Performance Optimisation¶
Overview¶
This document covers the performance-critical paths in the GP model and the optimisation techniques applied to them. The GP training hot-path accounts for the bulk of wall-clock time during dimer searches.
GP Hot-Path Architecture¶
The inner loop of hyperparameter optimisation (ADAM or SCG) calls
evaluateEnergyAndGradient at each iteration, which triggers the full
covariance matrix assembly, Cholesky decomposition, and gradient
computation pipeline.
Optimizer loop (ADAM / SCG)
|
+-- evaluateEnergyAndGradient(w)
|
+-- setParameters(w)
+-- evaluateEnergy(x, x_ind, y)
| +-- evaluateTrainingCovarianceMatrix
| | +-- applyCovarianceFunction (SexpatCF + ConstantCF)
| | | +-- dist_at / dist_at_vec <-- distance computation
| | | +-- extractCoordinatesByIndex
| | +-- LikGaussian::evaluateTrainingCovarianceMatrix <-- diagonal noise
| +-- decomposeCovarianceMatrix (Cholesky, O(N^3))
| +-- calculateMeanPrediction
|
+-- evaluateGradient(x, x_ind, y, gradient)
+-- calculateGradientWithCovFunc (SexpatCF)
| +-- Gradient::calculateDerivativesSameDim
| | +-- calculateGradientBetweenMovingAtoms
| | +-- calculateGradientBetweenMovingAndFrozenAtoms
| +-- Gradient::calculateDerivativesDiffDim
+-- calculateGradientWithCovFunc (ConstantCF)
Optimisation Techniques Applied¶
1. Pre-compute loop-invariant x2 quantities¶
In dist_at, dist_at_vec, and Gradient inner loops, the x2-dependent
inverse distances are invariant across the outer n-loop (x1 observations).
Pre-computing them into a std::vector<double> before the n-loop eliminates
(n1-1) redundant coordinate extractions and norm computations per atom
pair.
Function |
Before (per pair) |
After (per pair) |
|---|---|---|
distat |
n1 * n2 norms |
n1 + n2 norms |
Gradient |
n1 * n2 norms |
n1 + n2 norms |
2. Cache frozen atom positions¶
In dist_at, dist_at_vec, and dist_max1Dlog, frozen atom positions are
extracted via gpr::coord::at(conf_info.atoms_froz_active.positions, 0, i)
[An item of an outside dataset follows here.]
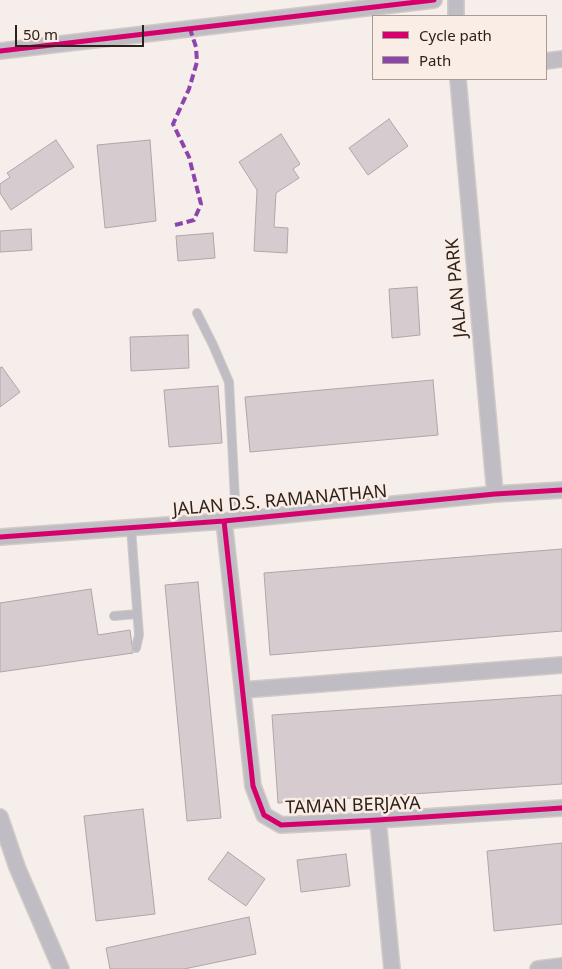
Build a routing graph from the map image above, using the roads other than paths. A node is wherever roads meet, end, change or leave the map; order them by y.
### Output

inside the (n, m) inner loop but are invariant. Hoisting them to the (j, i)
loop level eliminates n1 * n2 redundant segment extractions per frozen
atom pair.
3. Vectorize Eigen operations¶
Replaced scalar pointer loops with Eigen vectorised operations:
Before |
After |
|---|---|
|
|
|
|
|
|
|
|
Per-element matrix copy |
|
4. Reduce heap allocations in ADAM¶
The ADAM optimizer allocated m_hat, v_hat, and w_update vectors on every
iteration (100–300 iterations typical). Pre-allocating them before the loop
and converting moment updates to in-place operations eliminates 3 heap
allocations per iteration.
// Before:
m = beta1 * m + (1 - beta1) * g; // temporary + assignment
Eigen::VectorXd m_hat = m / (1 - beta1_t); // heap allocation
// After:
m *= beta1;
m.noalias() += (1 - beta1) * g; // in-place
m_hat.noalias() = m / (1 - beta1_t); // reuse pre-allocated storage
5. Hoist vectors outside gradient loops¶
In calculateGradientWithCovFunc, three std::vector<FieldMatrixd> were
constructed fresh inside the per-dimension loop body. Moving them before
the loop and calling .clear() each iteration avoids 3 * D vector
constructions per gradient evaluation (D = 3 * Nmov= 6 for CuH2).
6. Eliminate redundant temporaries in ConstantCF¶
ConstantCF::ginput2/3/4 created a temp matrix, zeroed it with a scalar
loop, then copied it into each DKff element. Replaced with direct
DKff[i].setZero(). calculateCovarianceMatrix used a temp matrix filled
via scalar loop then copied to C; replaced with C.setConstant(val).
7. Block copy in extractCoordinatesByIndex¶
The function iterated over all rows checking ind_Ddim[i] == ind and copying
one row at a time. Since ind_Ddim has known contiguous block structure
(blocks of Nimidentical indices), replaced with a single
x.block(ind * block_size, 0, block_size, n_cols) copy.
8. Const maps in applyCrossCovarianceFunction¶
applyCrossCovarianceFunction copied ind_Ddim and ind_Ddim2 into
mutable VectorXd to create Map<ArrayXd> for comparisons. Since the
maps are only read (for == comparisons), replaced with
Map<const ArrayXd> directly on the original data, eliminating 2 heap
allocations per call.
Benchmark Results¶
Measured with pixi run -e python bench (A/B comparison vs main):
Benchmark |
Before (main) |
After (branch) |
Speedup |
|---|---|---|---|
SCG Dimer |
979 ms |
733 ms |
1.34x |
ADAM Dimer |
3.48 s |
2.69 s |
1.29x |
GP Training (40 obs) |
9.25 ms |
7.61 ms |
1.22x |
GP Training (10 obs) |
5.08 ms |
3.65 ms |
1.39x |
Profiling¶
For future performance work, use the A/B benchmark:
pixi run -e python bench
To profile a specific function:
pixi shell -e python
python -c "
import cProfile
from benchmarks.bench_gpr import TimeGPTraining
b = TimeGPTraining()
b.param = 40
b.setup(40)
cProfile.run('b.time_gp_train(40)', sort='cumulative')
"
Guidelines for Performance PRs¶
Always run
pixi run -e python benchbefore and after changesFocus on the hot-path (distance computation, gradient evaluation, optimizer iteration)
Prefer Eigen block operations over scalar loops
Pre-compute loop-invariant quantities outside inner loops
Avoid heap allocations inside iteration loops (
.noalias(), pre-allocate)Add a towncrier news fragment under
docs/newsfragments/with categorychanged